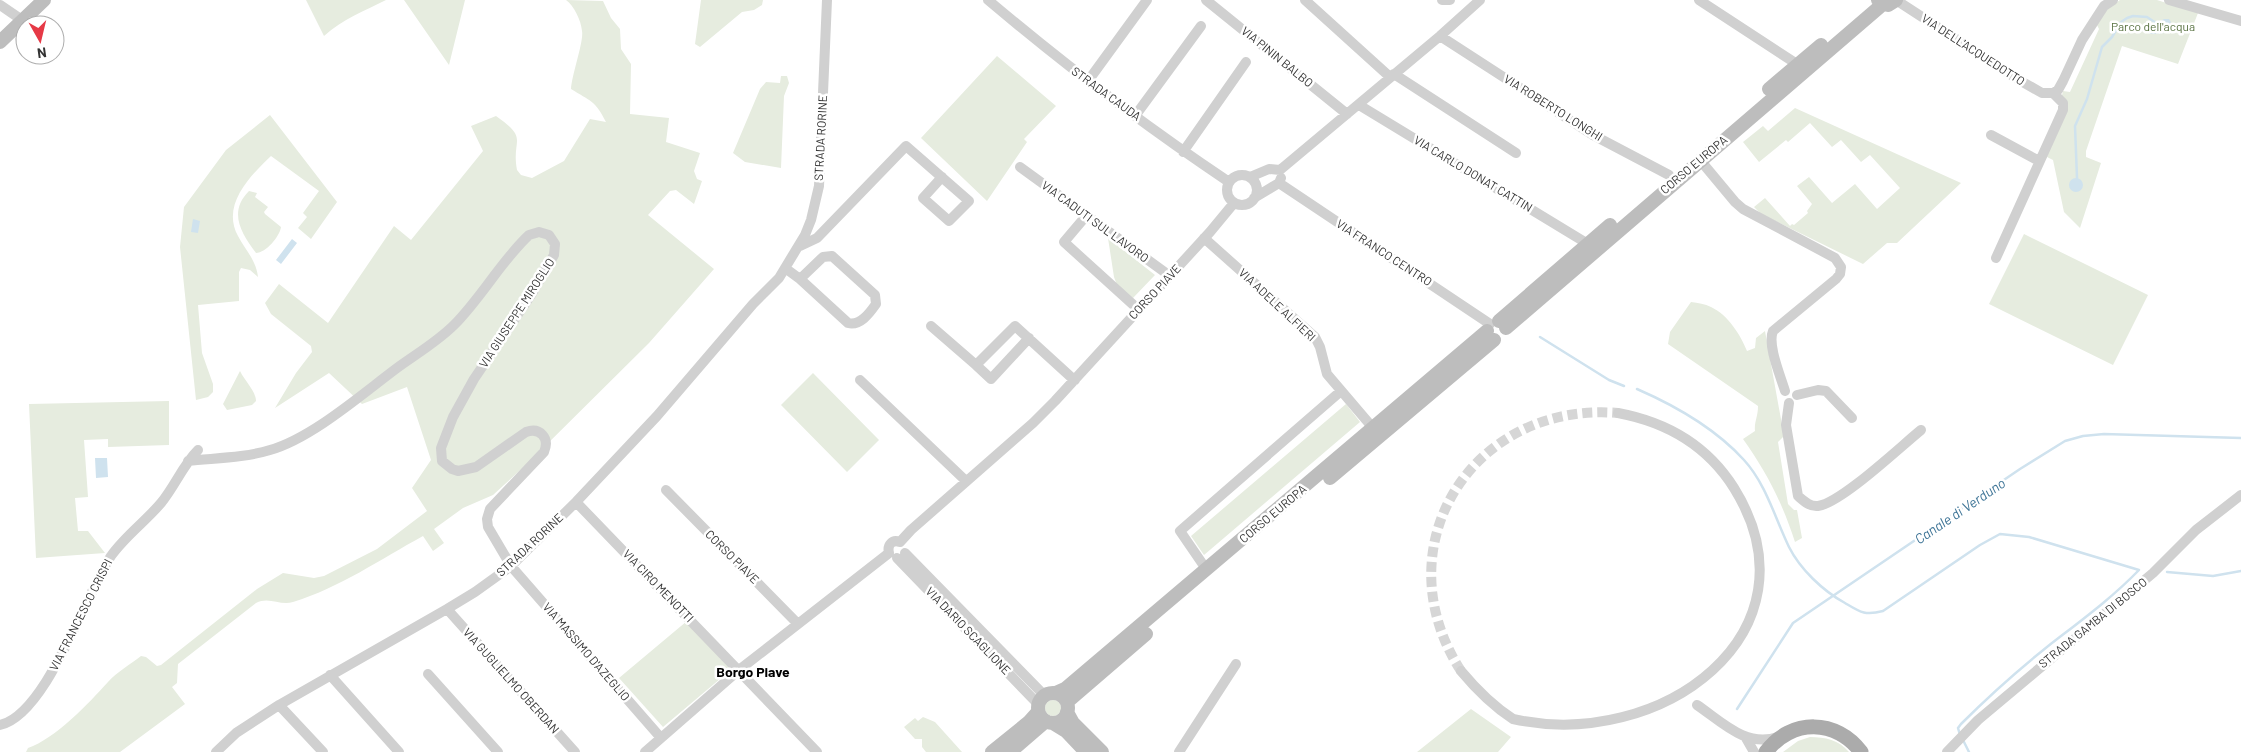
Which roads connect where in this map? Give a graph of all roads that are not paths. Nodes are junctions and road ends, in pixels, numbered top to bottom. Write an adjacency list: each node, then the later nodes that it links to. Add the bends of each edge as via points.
1 (44, 0): 16 (main road)
2 (827, 0): 47 (street, STRADA RORINE, via 819,186 811,220)
3 (988, 0): 25 (street, STRADA CAUDA)
4 (1147, 0): 25 (street)
5 (1206, 0): 28 (street, VIA PININ BALBO)
6 (1305, 0): 24 (street)
7 (1442, 0): 8 (street)
8 (1450, 0)
9 (1480, 0): 20 (street)
10 (1699, 0): 23 (street)
11 (2113, 0): 26 (street, via 2104,6 2082,40 2058,90)
12 (2169, 0): 17 (street)
13 (1886, 1): 23 (main road, CORSO EUROPA); 26 (street, VIA DELL'ACQUEDOTTO, via 2042,93)
14 (0, 5): 15 (street)
15 (15, 15)
16 (28, 15)
17 (2241, 21)
18 (1200, 26): 29 (street)
19 (15, 27): 21 (main road)
20 (1440, 36): 24 (street); 37 (street, VIA ROBERTO LONGHI, via 1593,135)
21 (0, 42)
22 (1246, 62): 31 (street)
23 (1802, 67): 33 (main road, CORSO EUROPA); 37 (main road, CORSO EUROPA)
24 (1392, 76): 27 (street); 32 (street)
25 (1088, 81): 29 (street, STRADA CAUDA)
26 (2052, 93): 34 (street, via 2063,103 2063,110)
27 (1359, 105): 28 (street); 46 (street, VIA CARLO DONAT CATTIN)
28 (1347, 114): 36 (street)
29 (1135, 116): 31 (street, STRADA CAUDA)
30 (1990, 135): 34 (street)
31 (1183, 152): 40 (street, STRADA CAUDA)
32 (1516, 153)
33 (1700, 160): 54 (main road, CORSO EUROPA); 60 (street, via 1735,202 1835,258 1841,267 1836,279 1773,331 1770,339)
34 (2039, 161): 48 (street)
35 (1020, 166): 44 (street, VIA CADUTI SUL LAVORO)
36 (1280, 170): 39 (street, via 1269,169); 41 (street)
37 (1669, 175): 46 (main road, CORSO EUROPA)
38 (942, 177): 38 (street, via 969,201 949,221 923,198); 47 (street, via 906,146 817,238)
39 (1250, 177): 40 (street, via 1238,175); 42 (street, via 1256,186)
40 (1229, 182): 43 (street, via 1227,193)
41 (1279, 183): 42 (street); 54 (street, VIA FRANCO CENTRO)
42 (1254, 198): 43 (street, via 1245,205)
43 (1234, 203): 45 (street, CORSO PIAVE)
44 (1086, 216): 50 (street, VIA CADUTI SUL LAVORO); 52 (street, via 1064,242)
45 (1204, 238): 50 (street, CORSO PIAVE); 59 (street, VIA ADELE ALFIERI, via 1315,337 1327,374)
46 (1588, 244): 54 (main road, CORSO EUROPA)
47 (800, 246): 49 (street, STRADA RORINE)
48 (1996, 258)
49 (785, 268): 51 (street); 72 (street, STRADA RORINE, via 657,416)
50 (1170, 276): 52 (street, CORSO PIAVE)
51 (800, 279): 51 (street, via 848,324 860,322 876,304 875,295 832,256 823,257)
52 (1139, 310): 58 (street, CORSO PIAVE)
53 (931, 326): 56 (street)
54 (1495, 329): 65 (main road, CORSO EUROPA); 86 (main road, CORSO EUROPA)
55 (1029, 338): 56 (street, via 1015,326); 56 (street, via 991,379); 58 (street)
56 (976, 365)
57 (860, 380): 69 (street)
58 (1075, 380): 69 (street, CORSO PIAVE, via 1033,423)
59 (1341, 391): 65 (street, VIA ADELE ALFIERI); 76 (street, via 1180,531)
60 (1786, 392): 61 (street, via 1792,390); 62 (street, via 1784,399)
61 (1797, 395): 62 (street, via 1795,401); 64 (street, via 1826,391)
62 (1789, 403): 66 (street, via 1786,425 1798,496 1814,506 1839,498)
63 (1618, 414): 79 (street, via 1659,424 1700,448 1718,466 1742,501 1754,530 1760,561 1760,594 1753,625)
64 (1852, 418)
65 (1373, 428): 86 (main road, CORSO EUROPA, via 1072,683)
66 (1921, 430)
67 (198, 450): 68 (street, VIA FRANCESCO CRISPI)
68 (188, 460): 75 (street, VIA GIUSEPPE MIROGLIO, via 270,450 296,439 329,418 435,342 473,304 525,238 534,232 544,233 553,239 554,255 531,296 474,379 453,417 441,448 442,461 458,471 476,467 526,432 540,432 545,439 544,452 495,502 487,520 490,532); 88 (street, VIA FRANCESCO CRISPI, via 163,500 112,556 41,690 15,718)
69 (966, 481): 73 (street, CORSO PIAVE)
70 (666, 490): 78 (street, CORSO PIAVE)
71 (2241, 494): 108 (street, STRADA GAMBA DI BOSCO, via 2196,530 2153,573 1978,720)
72 (576, 502): 75 (street, STRADA RORINE); 81 (street, VIA CIRO MENOTTI)
73 (900, 542): 74 (street, via 904,546); 74 (street, CORSO PIAVE, via 895,541 888,548)
74 (897, 555): 78 (street, CORSO PIAVE); 86 (street, VIA DARIO SCAGLIONE)
75 (511, 566): 77 (street, STRADA RORINE); 91 (street, VIA MASSIMO D'AZEGLIO)
76 (1204, 566)
77 (448, 609): 84 (street, STRADA RORINE); 98 (street, VIA GUGLIELMO OBERDAN)
78 (798, 624): 81 (street, CORSO PIAVE)
79 (1740, 655)
80 (1236, 664): 104 (street)
81 (739, 670): 91 (street, CORSO PIAVE); 99 (street, VIA CIRO MENOTTI)
82 (1461, 670): 89 (street, via 1491,702 1514,719)
83 (428, 674): 97 (street)
84 (330, 675): 85 (street, STRADA RORINE); 96 (street)
85 (279, 704): 94 (street, STRADA RORINE, via 236,733); 95 (street)
86 (1051, 708): 100 (main road, CORSO EUROPA); 101 (main road, CORSO EUROPA); 102 (main road, VIA DARIO SCAGLIONE, via 1066,731); 103 (main road, VIA DARIO SCAGLIONE, via 1073,723)
87 (1686, 714): 92 (street, via 1700,702)
88 (0, 725)
89 (1546, 734)
90 (1785, 734): 92 (street, via 1763,742); 106 (main road); 107 (main road, via 1810,726 1827,728 1851,740)
91 (661, 738): 93 (street, CORSO PIAVE)
92 (1746, 738): 105 (street)
93 (652, 749)
94 (222, 750)
95 (323, 752)
96 (399, 752)
97 (498, 752)
98 (575, 752)
99 (817, 752)
100 (992, 752)
101 (1010, 752)
102 (1086, 752)
103 (1102, 752)
104 (1179, 752)
105 (1754, 752)
106 (1766, 752)
107 (1861, 752)
108 (1947, 752)

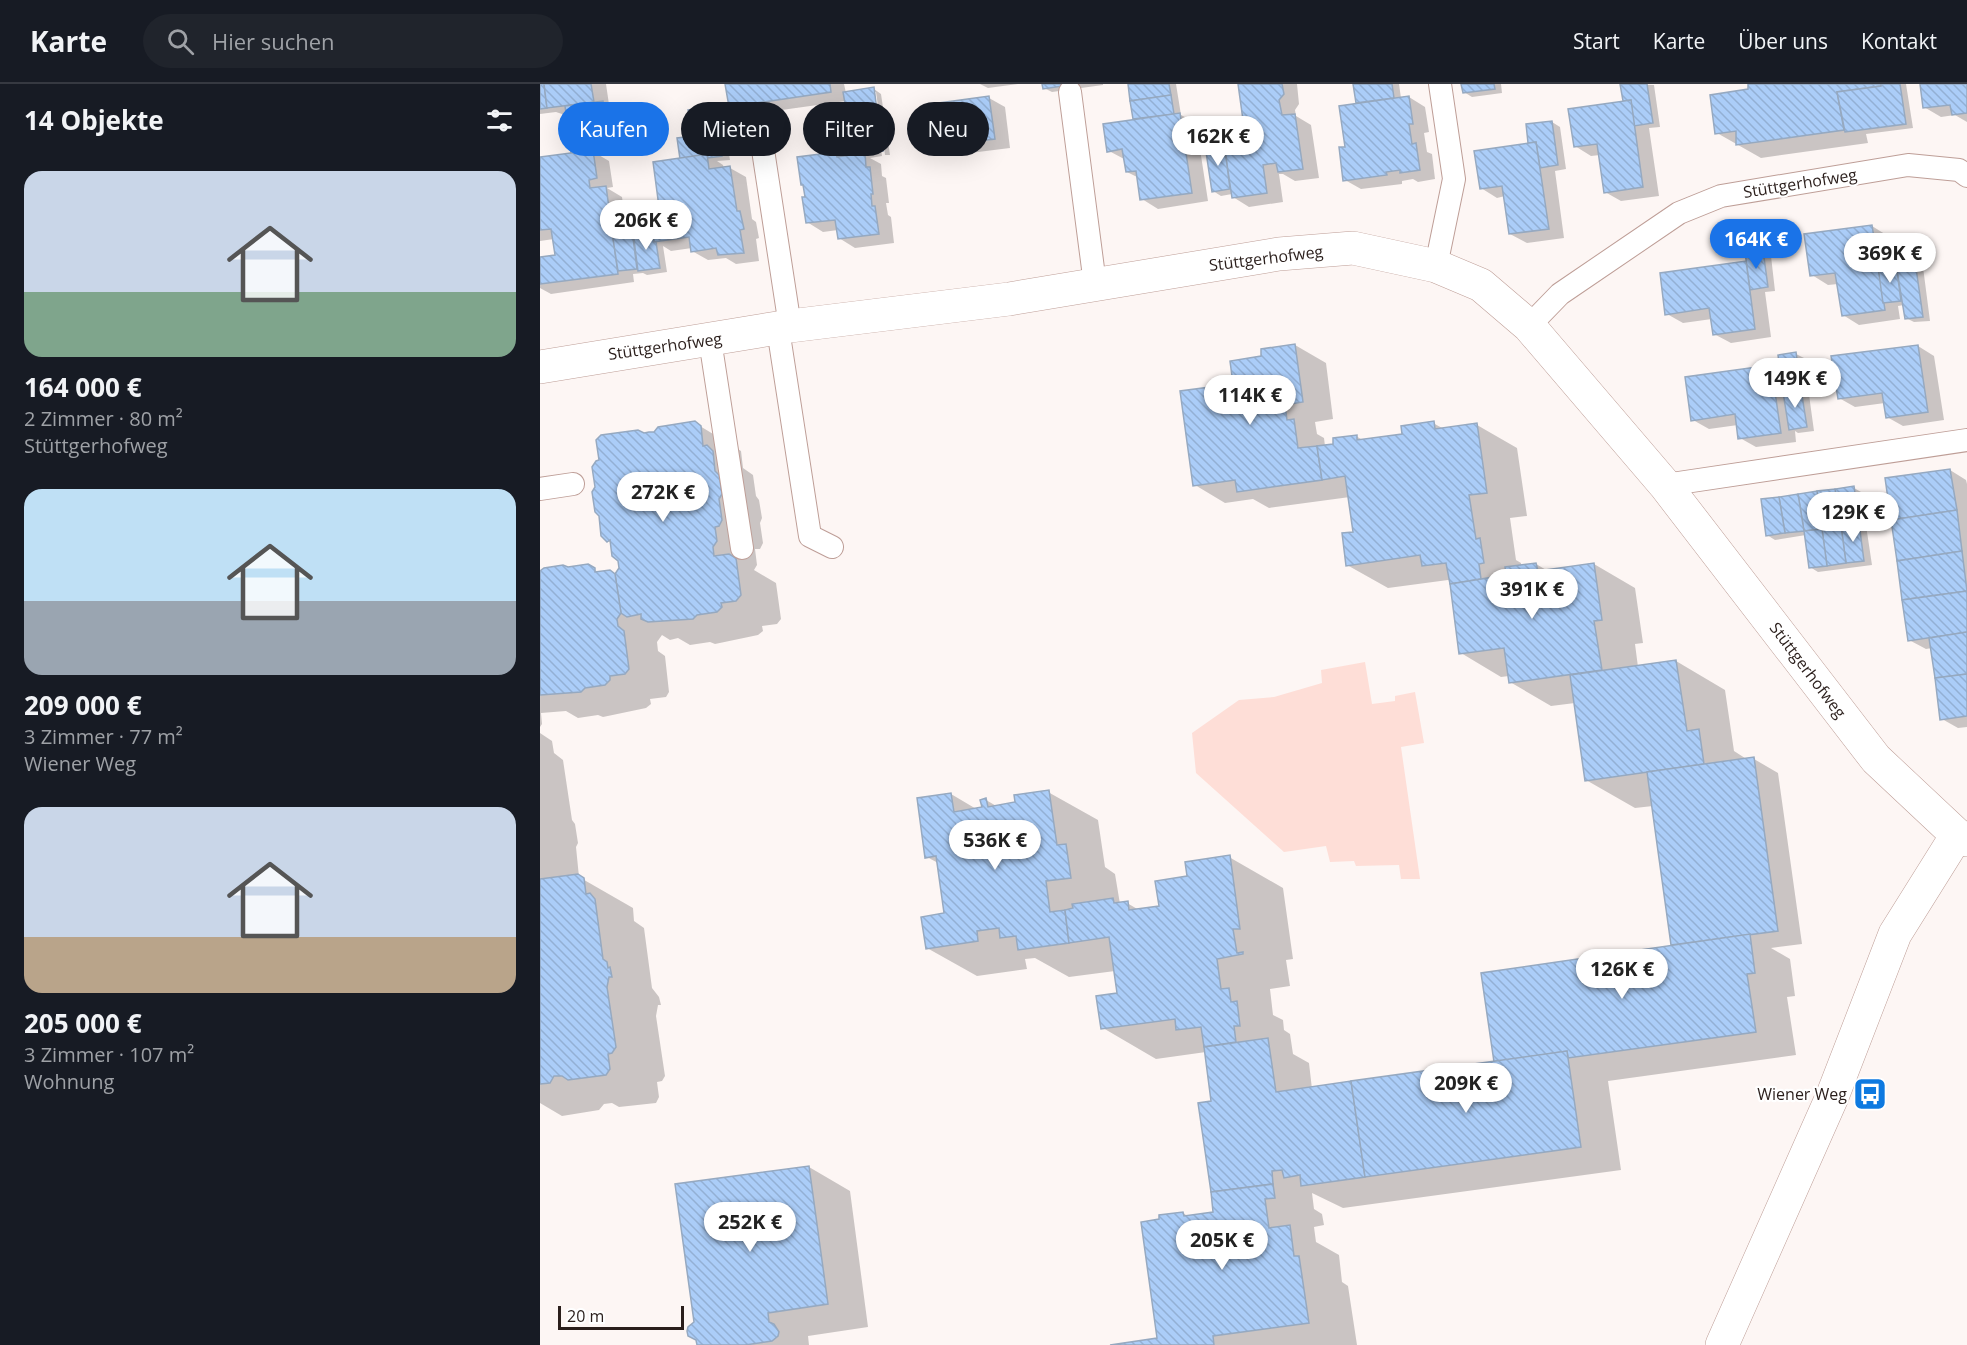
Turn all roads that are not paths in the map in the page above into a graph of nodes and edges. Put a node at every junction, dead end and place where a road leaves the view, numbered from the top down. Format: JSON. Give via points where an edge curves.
{"nodes":[{"id":1,"x":1440,"y":84,"type":"edge"},
{"id":2,"x":1070,"y":92,"type":"dead end"},
{"id":3,"x":763,"y":156,"type":"edge"},
{"id":4,"x":1967,"y":176,"type":"edge"},
{"id":5,"x":1436,"y":266,"type":"junction"},
{"id":6,"x":1095,"y":284,"type":"junction"},
{"id":7,"x":1529,"y":326,"type":"junction"},
{"id":8,"x":784,"y":328,"type":"junction"},
{"id":9,"x":710,"y":340,"type":"junction"},
{"id":10,"x":540,"y":367,"type":"edge"},
{"id":11,"x":1967,"y":440,"type":"edge"},
{"id":12,"x":573,"y":484,"type":"dead end"},
{"id":13,"x":1665,"y":485,"type":"junction"},
{"id":14,"x":540,"y":489,"type":"edge"},
{"id":15,"x":832,"y":547,"type":"dead end"},
{"id":16,"x":742,"y":548,"type":"dead end"},
{"id":17,"x":1962,"y":837,"type":"edge"},
{"id":18,"x":1722,"y":1345,"type":"edge"}],
"edges":[{"from":1,"to":5,"type":"lane","via":[[1454,179]]},
{"from":2,"to":6,"type":"lane"},
{"from":3,"to":8,"type":"lane"},
{"from":4,"to":7,"type":"lane","name":"Stüttgerhofweg","via":[[1959,170],[1908,165],[1721,196],[1679,213],[1560,294]]},
{"from":5,"to":6,"type":"street","name":"Stüttgerhofweg","via":[[1353,248],[1279,254]]},
{"from":5,"to":7,"type":"street","name":"Stüttgerhofweg","via":[[1481,285]]},
{"from":6,"to":8,"type":"street","name":"Stüttgerhofweg"},
{"from":7,"to":13,"type":"street","name":"Stüttgerhofweg"},
{"from":8,"to":9,"type":"street","name":"Stüttgerhofweg"},
{"from":8,"to":15,"type":"lane","via":[[810,536]]},
{"from":9,"to":10,"type":"street","name":"Stüttgerhofweg"},
{"from":9,"to":16,"type":"lane"},
{"from":11,"to":13,"type":"lane"},
{"from":12,"to":14,"type":"lane"},
{"from":13,"to":17,"type":"street","name":"Stüttgerhofweg","via":[[1876,759]]},
{"from":17,"to":18,"type":"street","via":[[1895,934],[1832,1097]]}]}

*-*-*

* _Action item_:
Copy each line of the listing that carries the word "RORINE".

* _Written solution_:
2 (827, 0): 47 (street, STRADA RORINE, via 819,186 811,220)
47 (800, 246): 49 (street, STRADA RORINE)
49 (785, 268): 51 (street); 72 (street, STRADA RORINE, via 657,416)
72 (576, 502): 75 (street, STRADA RORINE); 81 (street, VIA CIRO MENOTTI)
75 (511, 566): 77 (street, STRADA RORINE); 91 (street, VIA MASSIMO D'AZEGLIO)
77 (448, 609): 84 (street, STRADA RORINE); 98 (street, VIA GUGLIELMO OBERDAN)
84 (330, 675): 85 (street, STRADA RORINE); 96 (street)
85 (279, 704): 94 (street, STRADA RORINE, via 236,733); 95 (street)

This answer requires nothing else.